With Python ready, open your project in your editor's terminal and install Playwright:
Finding the Right Elements
Playwright offers several strategies for pinpointing the data you need on a page. Each has its pros and cons, and experience will guide your choice. Here are the common ones:
CSS Selectors: A very popular method. You target elements using their CSS class, ID, attributes, or structure.
XPath: Another powerful option. XPath lets you navigate the HTML document's tree structure (the DOM) to select elements based on their position and relationships.
Text Content: Playwright allows you to locate elements based on the visible text they contain. This is great for clicking specific buttons or links.
Let's look at a few examples using a practice website like books.toscrape.com.
Example #1: CSS Selectors (Finding Book Titles)
// JavaScript Example
const bookTitles = await page.$$eval(
'article.product_pod h3 a',
links => links.map(link => link.getAttribute('title'))
);
console.log('Book Titles:', bookTitles);
# Python Example
title_elements = page.query_selector_all('article.product_pod h3 a')
titles = [element.get_attribute('title') for element in title_elements]
print('Book Titles:', titles)
Here, Playwright finds all <a>
tags that are descendants of an <h3>
within an <article>
having the class `product_pod`. It then extracts the `title` attribute from each found link and stores them.

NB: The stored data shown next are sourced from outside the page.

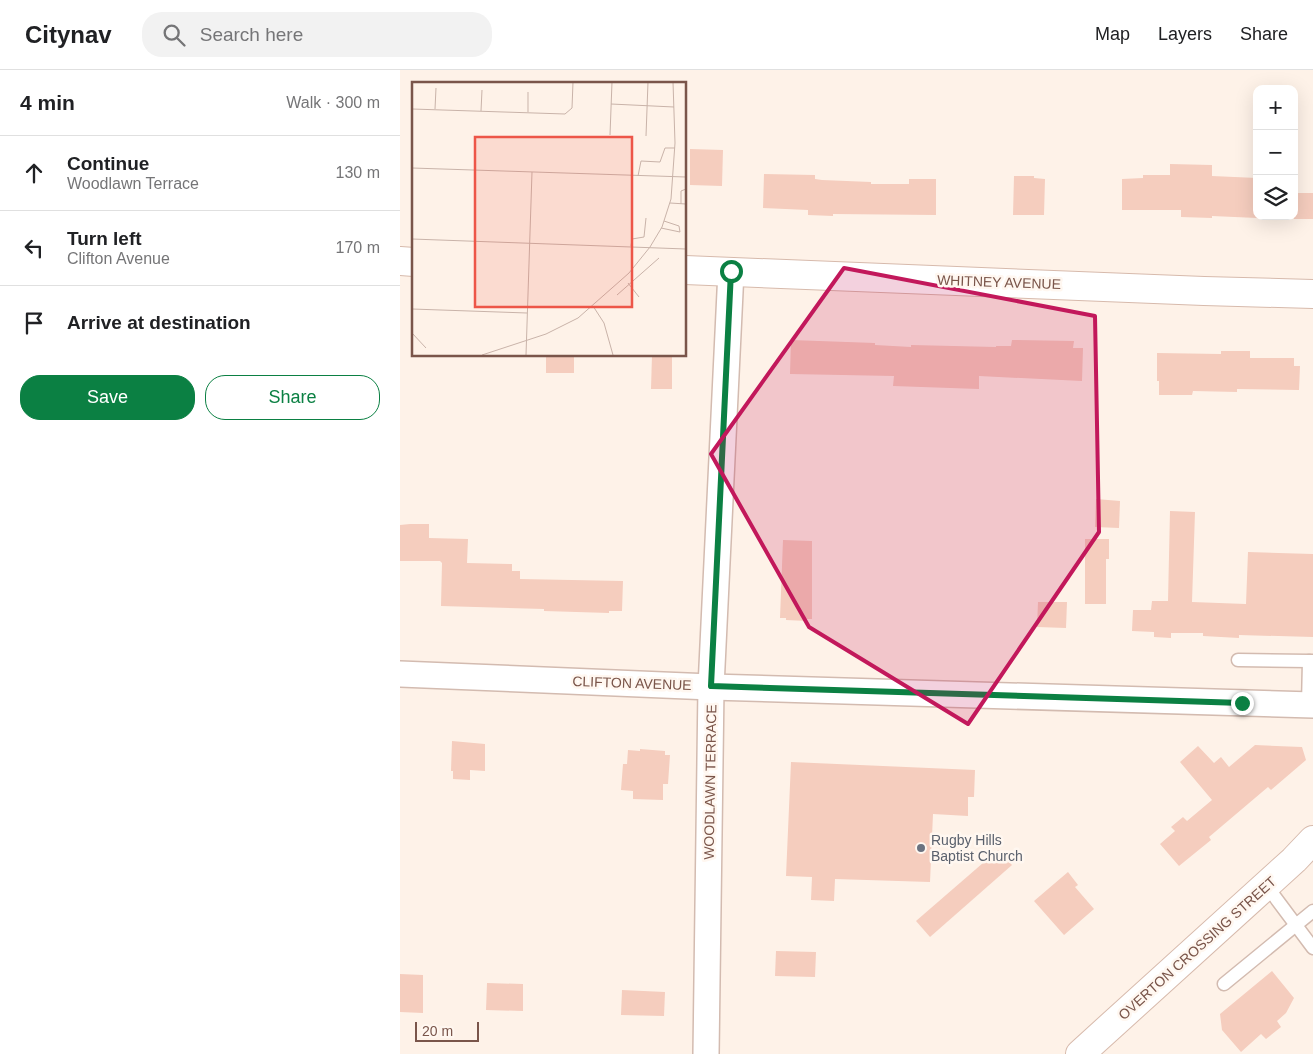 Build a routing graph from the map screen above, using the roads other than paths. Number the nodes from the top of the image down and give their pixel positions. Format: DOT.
graph roads {
  1 [pos="686,270"];
  2 [pos="731,271"];
  3 [pos="1313,294"];
  4 [pos="1238,660"];
  5 [pos="1311,661"];
  6 [pos="400,674"];
  7 [pos="711,686"];
  8 [pos="1310,705"];
  9 [pos="1313,840"];
  10 [pos="1266,885"];
  11 [pos="1313,911"];
  12 [pos="1296,926"];
  13 [pos="1313,948"];
  14 [pos="1224,984"];
  15 [pos="1083,1053"];
  16 [pos="706,1054"];
  1 -- 2 [label="main road, WHITNEY AVENUE"];
  2 -- 3 [label="main road, WHITNEY AVENUE"];
  2 -- 7 [label="street, WOODLAWN TERRACE"];
  4 -- 5 [label="lane"];
  5 -- 8 [label="lane"];
  6 -- 7 [label="street, CLIFTON AVENUE"];
  7 -- 8 [label="street, CLIFTON AVENUE"];
  7 -- 16 [label="street, WOODLAWN TERRACE"];
  9 -- 10 [label="main road, OVERTON CROSSING STREET"];
  10 -- 12 [label="lane"];
  10 -- 15 [label="main road, OVERTON CROSSING STREET"];
  11 -- 12 [label="lane"];
  12 -- 13 [label="lane"];
  12 -- 14 [label="lane"];
}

Example #2: XPath (Finding Book Prices)
// JavaScript Example
const bookPrices = await page.$$eval(
'//article[@class="product_pod"]//p[@class="price_color"]',
priceElements => priceElements.map(el => el.textContent)
);
console.log('Book Prices:', bookPrices);
# Python Example
price_elements = page.query_selector_all('//article[@class="product_pod"]//p[@class="price_color"]')
prices = [element.text_content() for element in price_elements]
print('Book Prices:', prices)
This time, we use an XPath expression to locate <p>
elements with the class `price_color` anywhere inside an <article>
with the class `product_pod`. The text content (the price) is then extracted.
Example #3: Text-based Locations (Finding a Category Link)
// JavaScript Example
const travelLink = page.locator('a:has-text("Travel")');
await travelLink.click(); // Example action: clicking the link
console.log('Clicked on the "Travel" category link.');
# Python Example
travel_link = page.locator('a:has-text("Travel")')
await travel_link.click() # Example action: clicking the link
print('Clicked on the "Travel" category link.')
Locating by text is often quite intuitive. We simply tell Playwright to find an anchor tag (<a>
) that contains the exact text "Travel". We could then interact with it, like clicking it as shown.
Scraping Text Content
Let's put this together. We'll use the tried-and-true method of CSS selectors to scrape text. First, we need to initialize a Playwright browser instance and navigate to our target page (books.toscrape.com).
Here's the basic Node.js setup:
const { chromium } = require('playwright');
(async () => {
const browser = await chromium.launch(); // Launches headless by default
const page = await browser.newPage();
await page.goto('https://books.toscrape.com/');
console.log('Page loaded:', await page.title());
// Scraping logic will go here
await browser.close();
})();
This script launches a Chromium browser, opens a new page, and navigates to the specified URL. Since it's headless, you won't see a browser window pop up.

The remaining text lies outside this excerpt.